Ma il destino è beffardo, si sa, ha aspettato che mi affezionassi a questo scricciolo pieno di energia, capace di mettere di buon umore tutti con versi senza senso degni del miglior grammelot d’annata, per decidere poi di allontanarmi da lei.
Il destino ha provato, forse, a testare la capacità di continuare ad amare anche da lontano.
Il destino ha cercato di testare se fosse possibile per due persone con 17 anni di differenza, distanti 1200 km, senza la possibilità di avere una quotidianità , se riuscissero a legare, a creare un rapporto stretto, a crescere insieme nonostante tutto, a parlarsi pur essendo di generazioni differenti.
Ci ha provato; ci hai provato destino ma senza riuscirci.
Siamo cresciuti tenendoci per mano pur percorrendo strade in direzioni opposte, vite differenti, tetti diversi a coprirci.
Siamo cresciuti vicino stando lontano, ma oggi siamo due amici che si amano come fratelli.
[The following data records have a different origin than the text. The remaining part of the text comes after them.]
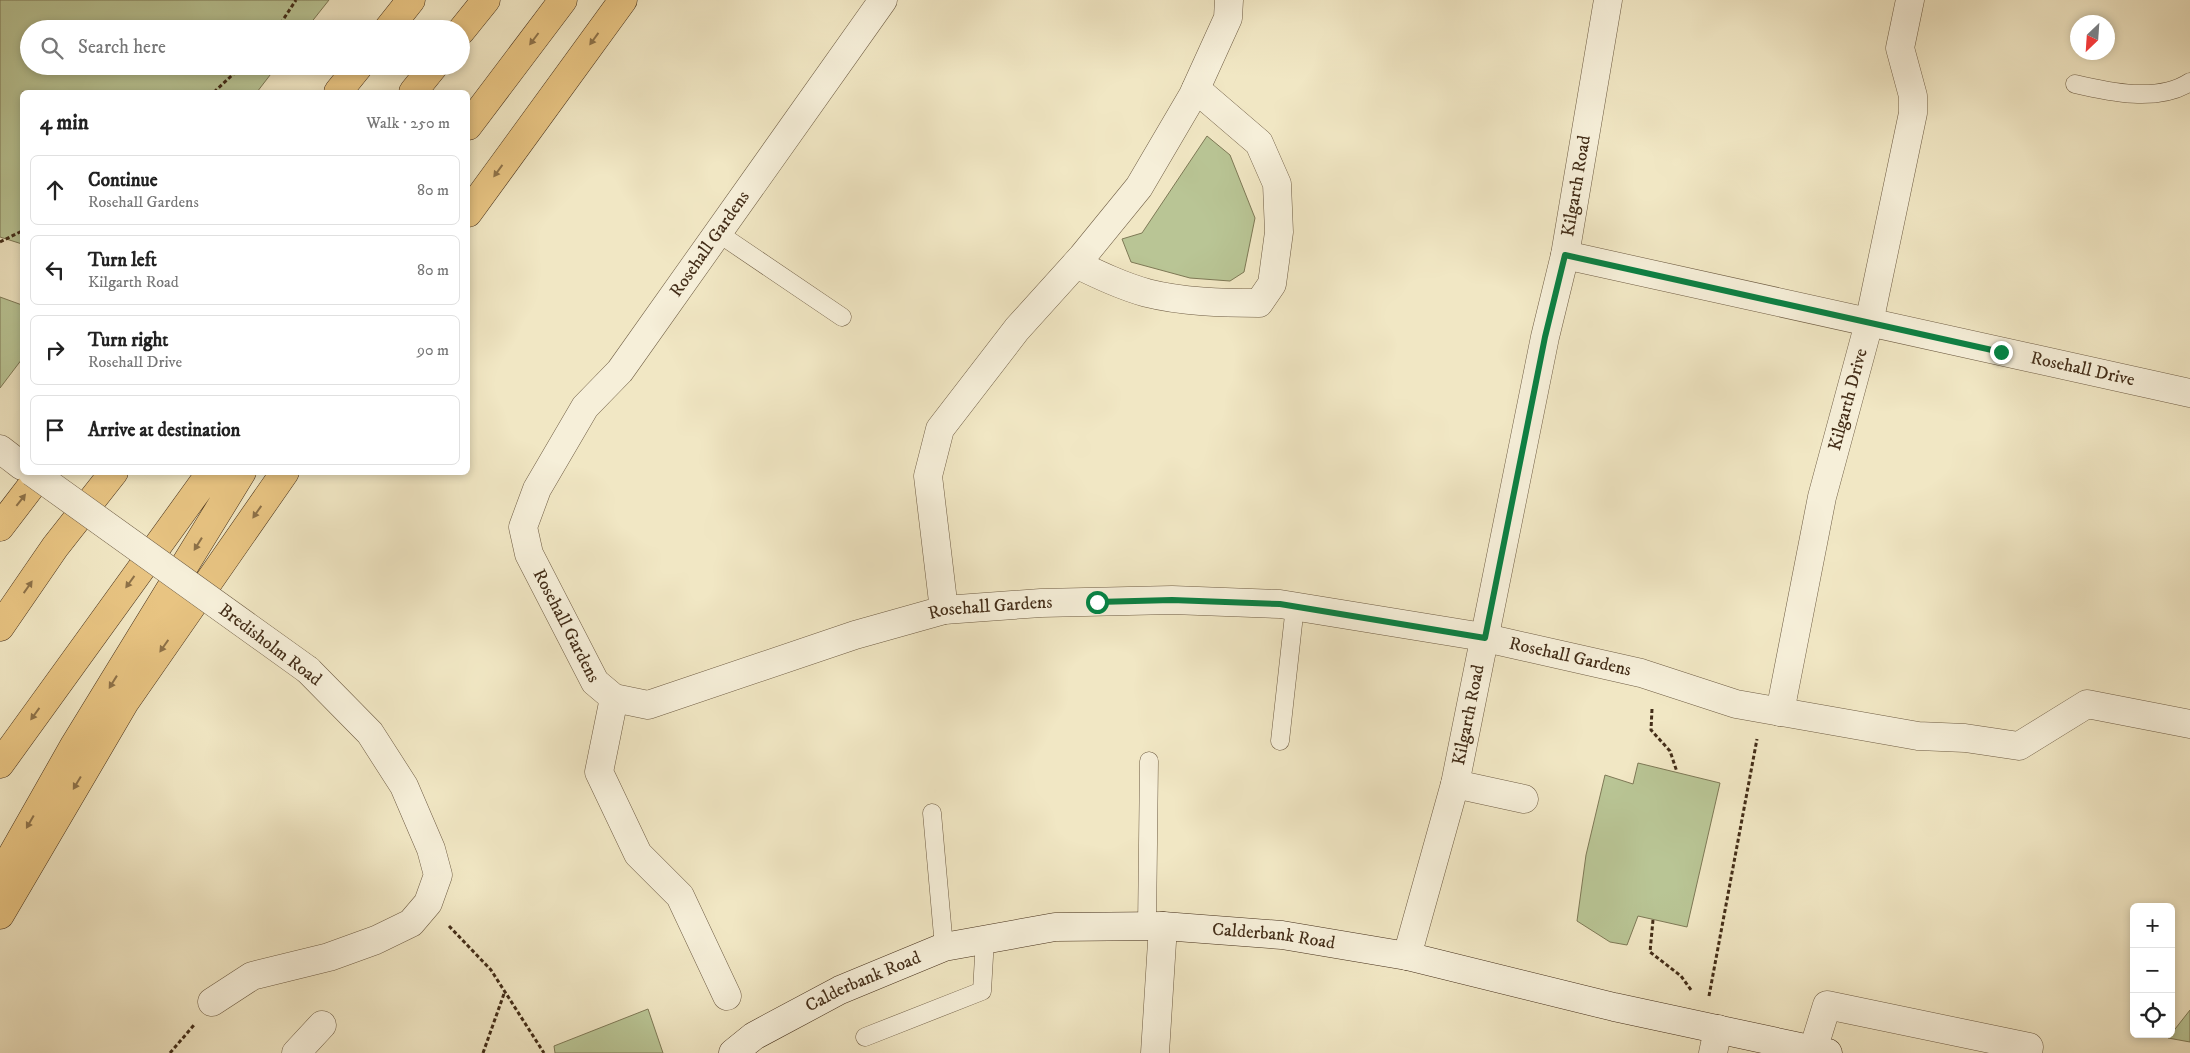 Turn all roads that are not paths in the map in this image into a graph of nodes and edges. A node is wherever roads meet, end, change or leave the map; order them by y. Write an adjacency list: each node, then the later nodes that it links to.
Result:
1 (411, 0): 9 (highway)
2 (486, 0): 10 (highway)
3 (563, 0): 18 (highway, one-way to 18)
4 (623, 0): 19 (highway, one-way to 19)
5 (883, 0): 20 (street, Rosehall Gardens)
6 (1229, 0): 15 (street)
7 (1608, 0): 21 (street, Kilgarth Road)
8 (1910, 0): 24 (street, Kilgarth Drive)
9 (395, 20)
10 (470, 20)
11 (352, 75): 16 (highway)
12 (427, 75): 17 (highway)
13 (2190, 82): 14 (lane)
14 (2075, 84)
15 (1196, 89): 22 (street); 22 (street)
16 (340, 90)
17 (415, 90)
18 (470, 123)
19 (470, 210)
20 (718, 233): 23 (lane); 39 (street, Rosehall Gardens)
21 (1565, 255): 24 (street, Rosehall Drive); 38 (street, Kilgarth Road)
22 (1076, 264): 36 (street)
23 (842, 317)
24 (1869, 322): 25 (street, Rosehall Drive); 40 (street, Kilgarth Drive)
25 (2190, 393)
26 (0, 450): 27 (street)
27 (20, 465)
28 (36, 475): 55 (street, Bredisholm Road, bridge)
29 (40, 475): 34 (highway, one-way to 29)
30 (112, 475): 37 (highway, one-way to 30)
31 (209, 475): 44 (highway, one-way to 44)
32 (240, 475): 48 (highway, one-way to 48)
33 (283, 475): 49 (highway, one-way to 49)
34 (0, 527)
35 (1295, 606): 36 (street, Rosehall Gardens); 38 (street, Rosehall Gardens); 42 (lane)
36 (944, 610): 39 (street, Rosehall Gardens)
37 (0, 627)
38 (1485, 638): 40 (street, Rosehall Gardens); 45 (street, Kilgarth Road)
39 (614, 698): 54 (street)
40 (1772, 710): 41 (street, Rosehall Gardens)
41 (2190, 724)
42 (1280, 741)
43 (1149, 761): 50 (lane)
44 (0, 764)
45 (1455, 784): 46 (street); 53 (street, Kilgarth Road)
46 (1524, 799)
47 (932, 813): 52 (lane)
48 (0, 876)
49 (0, 916)
50 (1155, 927): 51 (street, Calderbank Road); 53 (street, Calderbank Road); 62 (street)
51 (985, 939): 52 (street, Calderbank Road); 58 (lane)
52 (944, 948): 61 (street, Calderbank Road)
53 (1407, 956): 57 (street, Calderbank Road)
54 (728, 996)
55 (212, 1002)
56 (322, 1026): 60 (street)
57 (1705, 1033): 59 (street, Calderbank Road)
58 (864, 1038)
59 (1820, 1051): 63 (street)
60 (296, 1053)
61 (733, 1053)
62 (1155, 1053)
63 (2028, 1053) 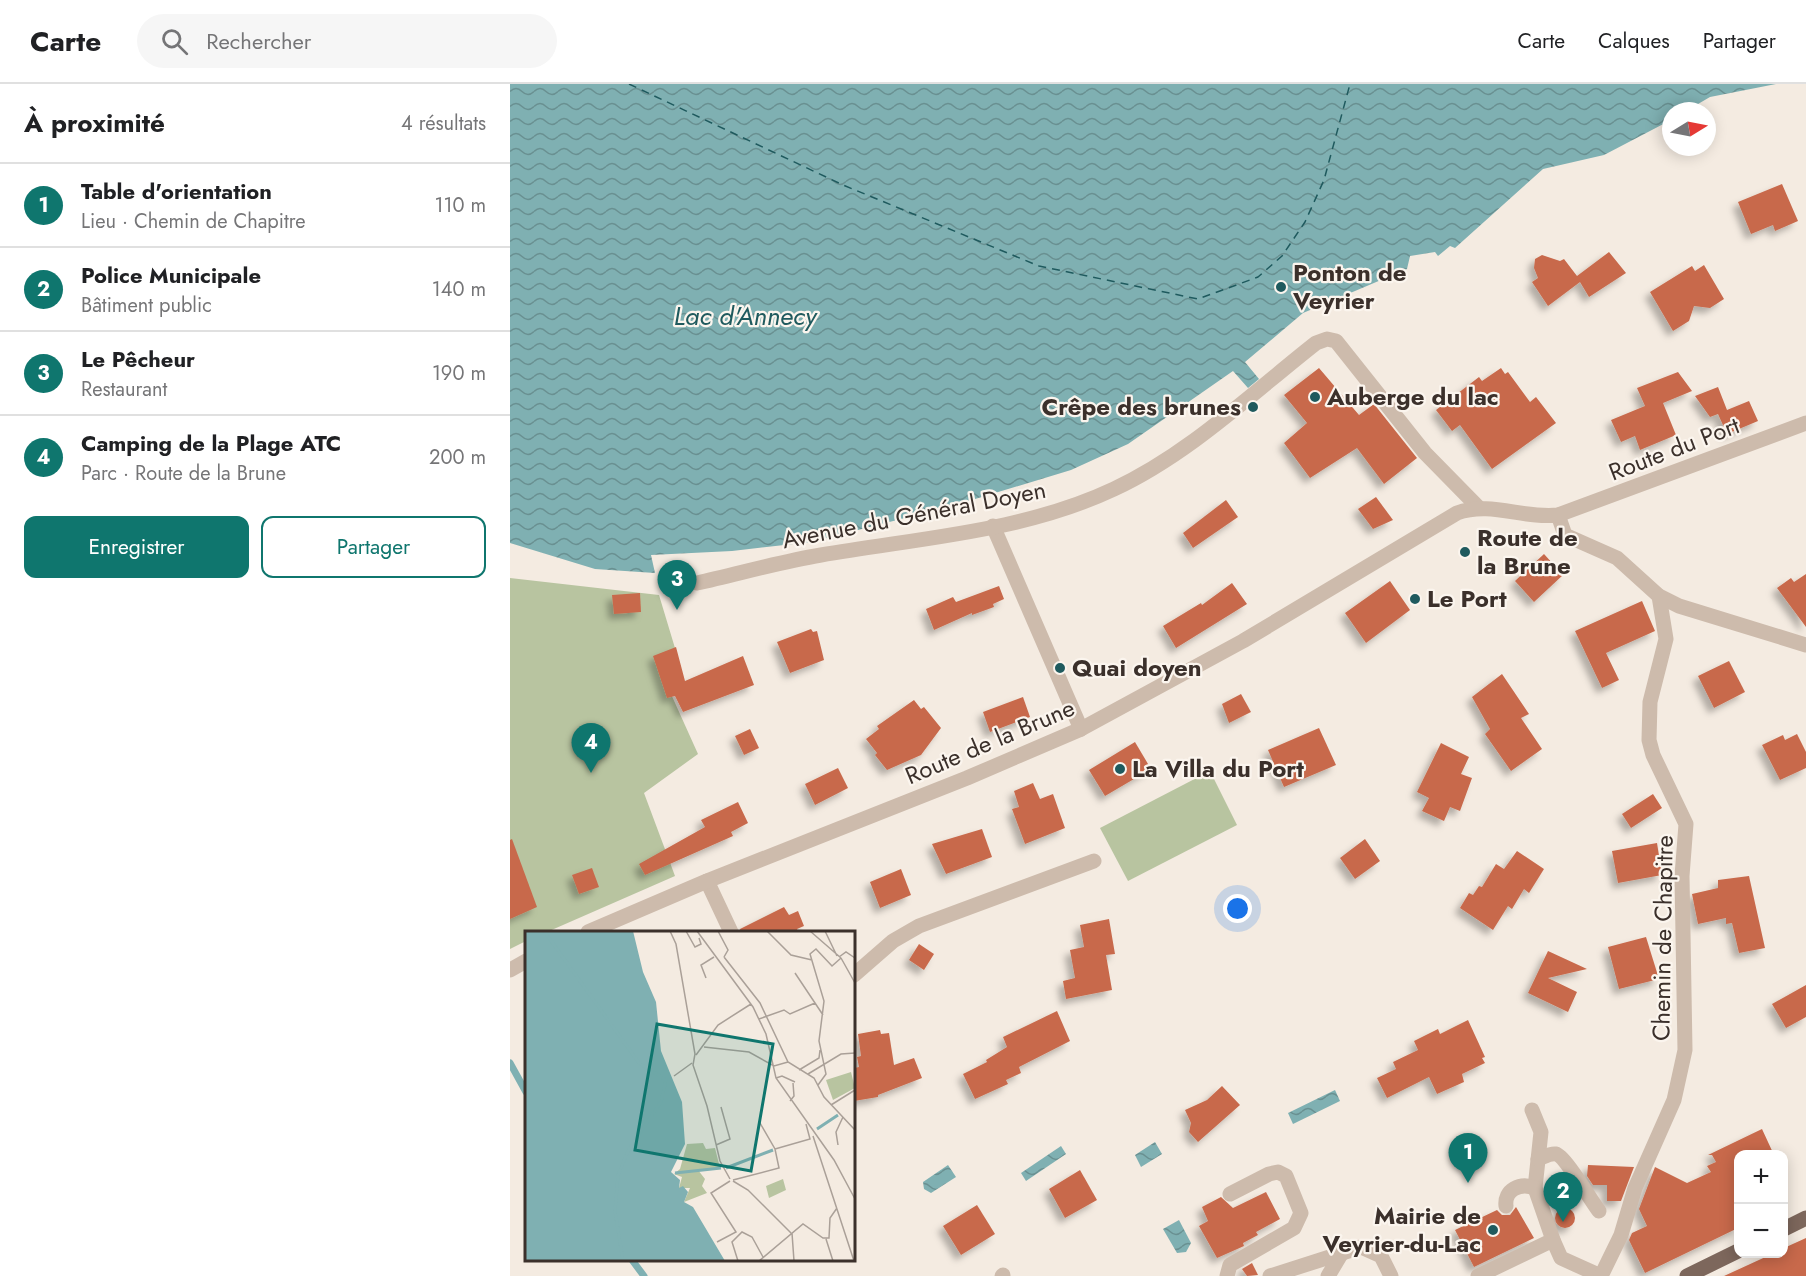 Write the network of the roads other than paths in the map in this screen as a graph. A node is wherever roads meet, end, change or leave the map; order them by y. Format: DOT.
graph roads {
  1 [pos="1806,423"];
  2 [pos="1479,508"];
  3 [pos="1558,515"];
  4 [pos="993,526"];
  5 [pos="697,583"];
  6 [pos="1659,596"];
  7 [pos="1806,645"];
  8 [pos="1081,729"];
  9 [pos="1094,861"];
  10 [pos="707,881"];
  11 [pos="593,931"];
  12 [pos="730,931"];
  13 [pos="525,962"];
  14 [pos="510,970"];
  15 [pos="855,974"];
  16 [pos="1532,1110"];
  17 [pos="1538,1159"];
  18 [pos="1535,1188"];
  19 [pos="1230,1194"];
  20 [pos="1506,1206"];
  21 [pos="1599,1211"];
  22 [pos="1806,1218"];
  23 [pos="1788,1227"];
  24 [pos="1553,1240"];
  25 [pos="1343,1251"];
  26 [pos="1734,1253"];
  27 [pos="1227,1276"];
  28 [pos="1270,1276"];
  29 [pos="1328,1276"];
  30 [pos="1391,1276"];
  31 [pos="1478,1276"];
  32 [pos="1601,1276"];
  33 [pos="1687,1276"];
  1 -- 3 [label="street, Route du Port"];
  2 -- 3 [label="street, Route de la Brune"];
  2 -- 4 [label="street, Avenue du Général Doyen"];
  2 -- 8 [label="street, Route de la Brune"];
  3 -- 6 [label="street"];
  4 -- 5 [label="street, Avenue du Général Doyen"];
  4 -- 8 [label="street"];
  6 -- 7 [label="street"];
  6 -- 32 [label="street, Chemin de Chapitre"];
  8 -- 10 [label="street, Route de la Brune"];
  9 -- 15 [label="street"];
  10 -- 11 [label="street, Route de la Brune"];
  10 -- 12 [label="street"];
  13 -- 14 [label="street"];
  16 -- 17 [label="street"];
  17 -- 18 [label="street"];
  17 -- 21 [label="street"];
  18 -- 20 [label="street"];
  18 -- 24 [label="street"];
  19 -- 27 [label="street"];
  22 -- 23 [label="main road"];
  24 -- 31 [label="street"];
  24 -- 32 [label="street"];
  25 -- 28 [label="street"];
  25 -- 29 [label="street"];
  25 -- 30 [label="street"];
  26 -- 33 [label="main road"];
}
Litighiamo come una coppia con cento anni di matrimonio alle spalle, ma incapaci di immaginare una vita senza la presenza dell’altro.
Siamo due persone con la vittoria in tasca sul tentativo fatto dal destino di non farci mai incontrare davvero.
Oggi è il 27 dicembre giorno del suo compleanno.
Oggi Natalia è una giovane donna.
E’ diventata grande, cammina con certezza sulla strada della vita, sgomitando in mezzo agli altri per mostrare chi è diventata e quali talenti madre natura le ha messo in mano.
Natalia avrei potuto farti un regalo, ma così risparmio.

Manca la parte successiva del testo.